** PROBLEM **
Report every line of the listing below in which the string "ЈЕДИНСТВА" appears.

>>

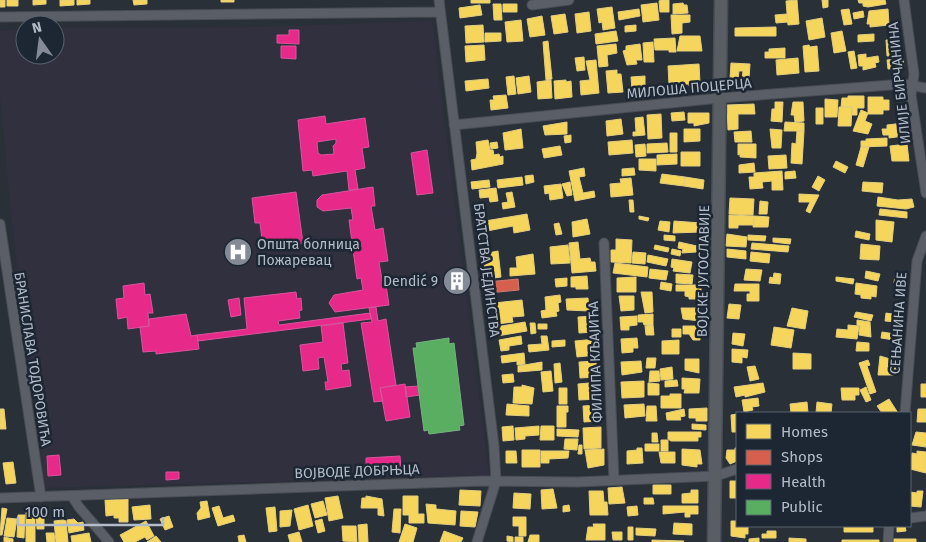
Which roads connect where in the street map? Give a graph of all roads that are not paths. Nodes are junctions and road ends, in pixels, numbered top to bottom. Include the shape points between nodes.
1 (439, 0) edge
2 (569, 0) edge
3 (721, 0) edge
4 (904, 0) edge
5 (532, 5) dead end
6 (440, 12) junction
7 (0, 17) edge
8 (913, 86) junction
9 (926, 88) edge
10 (720, 98) junction
11 (454, 126) junction
12 (926, 193) edge
13 (0, 224) edge
14 (926, 236) edge
15 (604, 243) dead end
16 (905, 412) edge
17 (736, 469) edge
18 (716, 476) junction
19 (614, 480) junction
20 (496, 481) junction
21 (72, 496) junction
22 (0, 498) edge
23 (41, 498) junction
24 (926, 516) edge
25 (911, 518) edge
26 (889, 527) edge
27 (109, 542) edge
28 (477, 542) edge
29 (714, 542) edge
30 (888, 542) edge

1 - 6 street, БРАТСТВА ЈЕДИНСТВА
2 - 5 street
3 - 10 main road, ВОЈСКЕ ЈУГОСЛАВИЈЕ
4 - 8 street, ИЛИЈЕ БИРЧАНИНА
6 - 7 street
6 - 11 street, БРАТСТВА ЈЕДИНСТВА
8 - 9 street, МИЛОША ПОЦЕРЦА
8 - 10 street, МИЛОША ПОЦЕРЦА via 904,84
8 - 12 street, ИЛИЈЕ БИРЧАНИНА
10 - 11 street, МИЛОША ПОЦЕРЦА
10 - 18 main road, ВОЈСКЕ ЈУГОСЛАВИЈЕ
11 - 20 street, БРАТСТВА ЈЕДИНСТВА via 480,317
13 - 23 street, БРАНИСЛАВА ТОДОРОВИЋА
14 - 16 street, СЕЊАНИНА ИВЕ via 917,261
15 - 19 street, ФИЛИПА КЉАЈИЋА
17 - 18 street, ВОЈВОДЕ ДОБРЊЦА
18 - 19 street, ВОЈВОДЕ ДОБРЊЦА
18 - 29 main road, ВОЈСКЕ ЈУГОСЛАВИЈЕ
19 - 20 street, ВОЈВОДЕ ДОБРЊЦА
20 - 21 street, ВОЈВОДЕ ДОБРЊЦА
20 - 28 street, БРАТСТВА ЈЕДИНСТВА
21 - 23 street, ВОЈВОДЕ ДОБРЊЦА
21 - 27 street
22 - 23 street, ВОЈВОДЕ ДОБРЊЦА
24 - 25 street
26 - 30 street

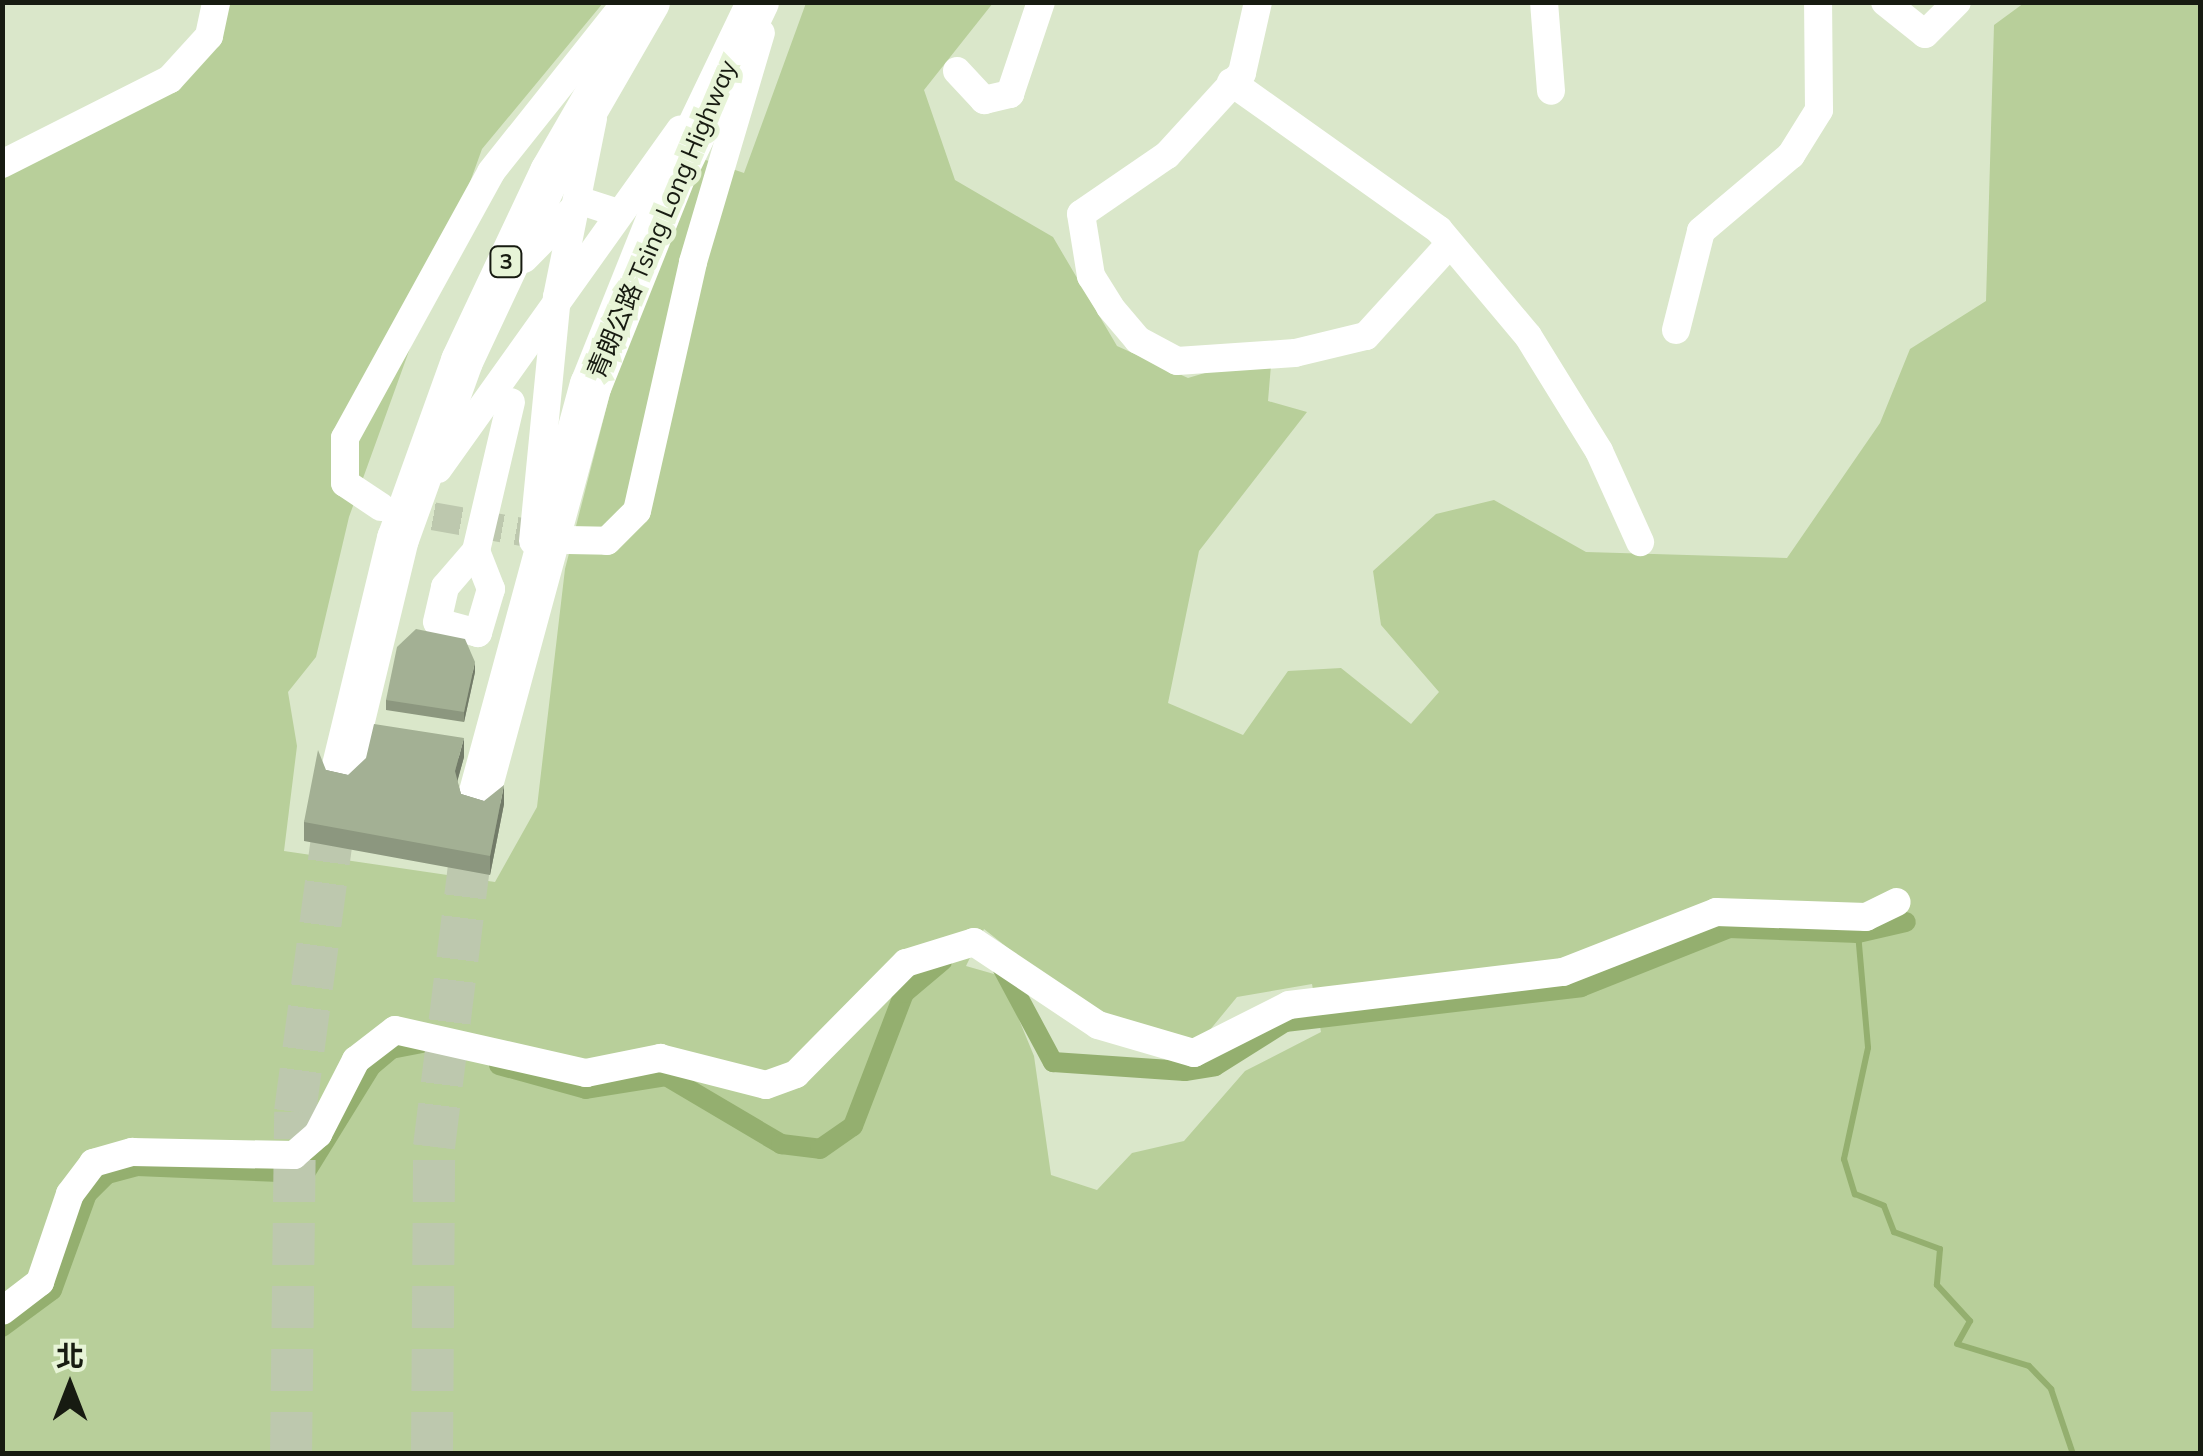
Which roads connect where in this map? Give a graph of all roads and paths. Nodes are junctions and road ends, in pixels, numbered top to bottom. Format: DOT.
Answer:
graph roads {
  1 [pos="216,2"];
  2 [pos="626,2"];
  3 [pos="649,2"];
  4 [pos="758,2"];
  5 [pos="769,2"];
  6 [pos="1041,2"];
  7 [pos="1258,2"];
  8 [pos="1544,2"];
  9 [pos="1818,2"];
  10 [pos="1885,2"];
  11 [pos="1957,2"];
  12 [pos="725,68"];
  13 [pos="957,72"];
  14 [pos="603,79"];
  15 [pos="1231,82"];
  16 [pos="1551,91"];
  17 [pos="2,164"];
  18 [pos="572,206"];
  19 [pos="619,213"];
  20 [pos="1448,246"];
  21 [pos="557,297"];
  22 [pos="486,304"];
  23 [pos="1676,330"];
  24 [pos="611,332"];
  25 [pos="520,401"];
  26 [pos="390,523"];
  27 [pos="557,534"];
  28 [pos="1640,542"];
  29 [pos="476,551"];
  30 [pos="529,586"];
  31 [pos="342,770"];
  32 [pos="479,796"];
  33 [pos="1897,902"];
  34 [pos="2,1311"];
  1 -- 17 [label="street"];
  2 -- 26 [label="street"];
  3 -- 14 [label="highway, 3"];
  4 -- 12 [label="highway, 青朗公路 Tsing Long Highway"];
  5 -- 27 [label="street"];
  6 -- 13 [label="street"];
  7 -- 15 [label="street"];
  8 -- 16 [label="street"];
  9 -- 23 [label="street"];
  10 -- 11 [label="street"];
  12 -- 19 [label="street"];
  12 -- 24 [label="highway, 青朗公路 Tsing Long Highway"];
  14 -- 18 [label="street"];
  14 -- 22 [label="highway, 3"];
  15 -- 20 [label="street"];
  15 -- 20 [label="street"];
  18 -- 19 [label="street"];
  18 -- 21 [label="street"];
  18 -- 22 [label="street"];
  19 -- 21 [label="street"];
  20 -- 28 [label="street"];
  21 -- 25 [label="street"];
  21 -- 25 [label="street"];
  22 -- 26 [label="highway, 3"];
  24 -- 25 [label="street"];
  24 -- 27 [label="highway, 青朗公路 Tsing Long Highway"];
  25 -- 26 [label="street"];
  25 -- 29 [label="street"];
  25 -- 30 [label="street"];
  26 -- 31 [label="highway, 3"];
  27 -- 30 [label="highway"];
  30 -- 32 [label="highway"];
  33 -- 34 [label="street"];
}
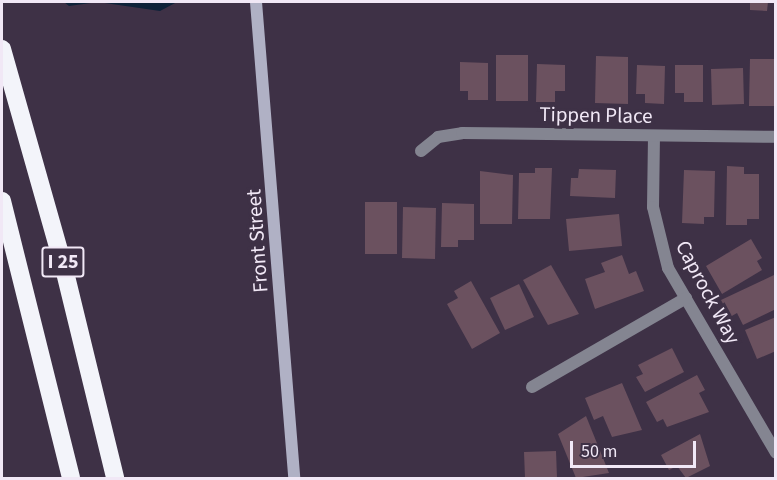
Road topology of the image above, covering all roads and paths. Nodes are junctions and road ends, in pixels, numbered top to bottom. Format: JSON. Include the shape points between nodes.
{"nodes":[{"id":1,"x":256,"y":2,"type":"edge"},
{"id":2,"x":2,"y":49,"type":"edge"},
{"id":3,"x":654,"y":136,"type":"junction"},
{"id":4,"x":776,"y":137,"type":"edge"},
{"id":5,"x":421,"y":151,"type":"dead end"},
{"id":6,"x":2,"y":201,"type":"edge"},
{"id":7,"x":686,"y":298,"type":"junction"},
{"id":8,"x":532,"y":387,"type":"dead end"},
{"id":9,"x":776,"y":453,"type":"edge"},
{"id":10,"x":71,"y":478,"type":"edge"},
{"id":11,"x":115,"y":478,"type":"edge"},
{"id":12,"x":294,"y":478,"type":"edge"}],
"edges":[{"from":1,"to":12,"type":"main road","name":"Front Street"},
{"from":2,"to":11,"type":"highway","number":"I 25","via":[[63,264]]},
{"from":3,"to":4,"type":"street","name":"Tippen Place"},
{"from":3,"to":5,"type":"street","name":"Tippen Place","via":[[462,133],[438,137]]},
{"from":3,"to":7,"type":"street","name":"Caprock Way","via":[[654,222],[668,268]]},
{"from":6,"to":10,"type":"highway","number":"I 25"},
{"from":7,"to":8,"type":"street"},
{"from":7,"to":9,"type":"street","name":"Caprock Way"}]}
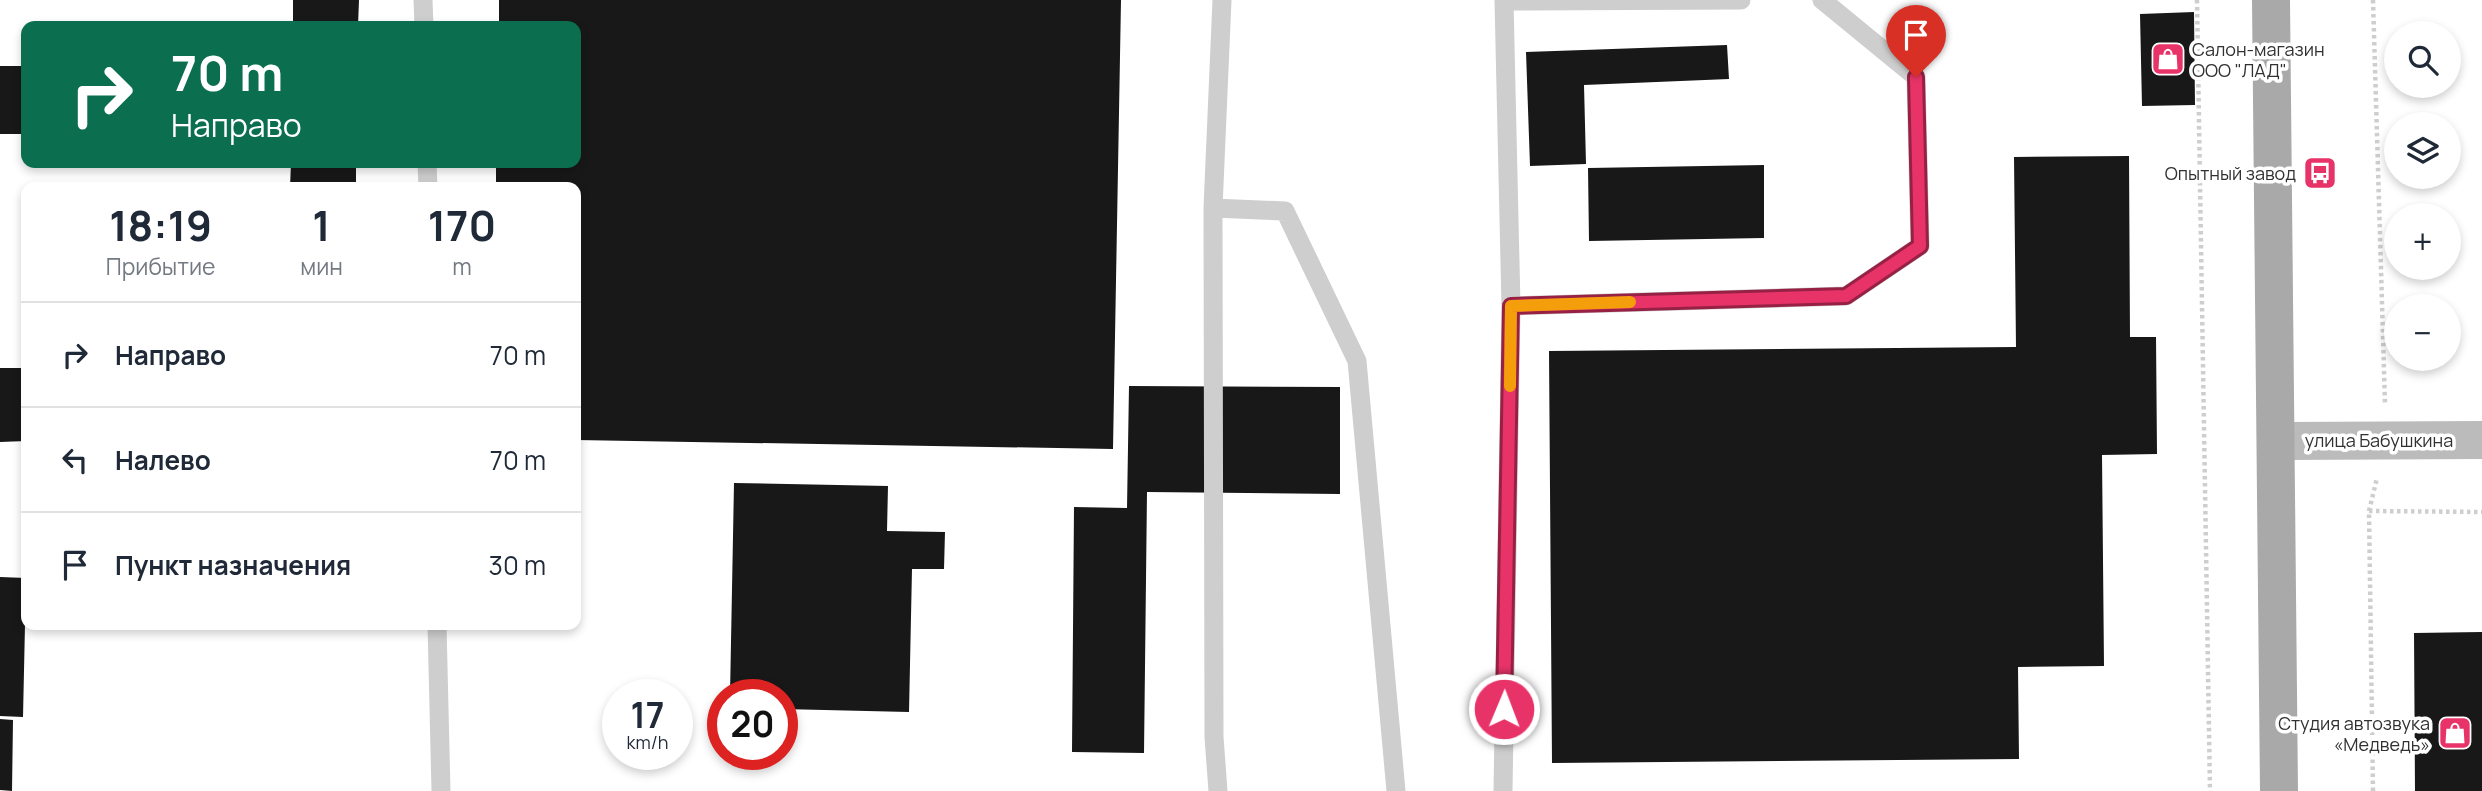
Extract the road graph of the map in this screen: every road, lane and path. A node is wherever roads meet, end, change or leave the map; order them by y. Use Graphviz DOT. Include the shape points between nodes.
graph roads {
  1 [pos="424,0"];
  2 [pos="1222,0"];
  3 [pos="1741,0"];
  4 [pos="1822,0"];
  5 [pos="2197,0"];
  6 [pos="2272,0"];
  7 [pos="2373,0"];
  8 [pos="424,21"];
  9 [pos="1213,208"];
  10 [pos="1511,306"];
  11 [pos="2386,440"];
  12 [pos="2482,440"];
  13 [pos="2277,441"];
  14 [pos="2369,511"];
  15 [pos="2482,512"];
  16 [pos="437,630"];
  17 [pos="441,791"];
  18 [pos="1218,791"];
  19 [pos="1396,791"];
  20 [pos="1503,791"];
  21 [pos="2210,791"];
  22 [pos="2280,791"];
  23 [pos="2373,791"];
  1 -- 8 [label="lane"];
  2 -- 9 [label="lane"];
  3 -- 10 [label="lane" via="1504,1"];
  4 -- 10 [label="lane" via="1916,77 1920,246 1846,296"];
  5 -- 21 [label="path"];
  6 -- 13 [label="main road"];
  7 -- 11 [label="path"];
  9 -- 18 [label="lane" via="1214,737"];
  9 -- 19 [label="lane" via="1285,211 1357,361"];
  10 -- 20 [label="lane"];
  11 -- 12 [label="main road, улица Бабушкина"];
  11 -- 13 [label="main road, улица Бабушкина"];
  11 -- 14 [label="path"];
  13 -- 22 [label="main road"];
  14 -- 15 [label="path"];
  14 -- 23 [label="path"];
  16 -- 17 [label="lane"];
}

<<

** SOLUTION TO THIS TASK **
1 - 6 street, БРАТСТВА ЈЕДИНСТВА
6 - 11 street, БРАТСТВА ЈЕДИНСТВА
11 - 20 street, БРАТСТВА ЈЕДИНСТВА via 480,317
20 - 28 street, БРАТСТВА ЈЕДИНСТВА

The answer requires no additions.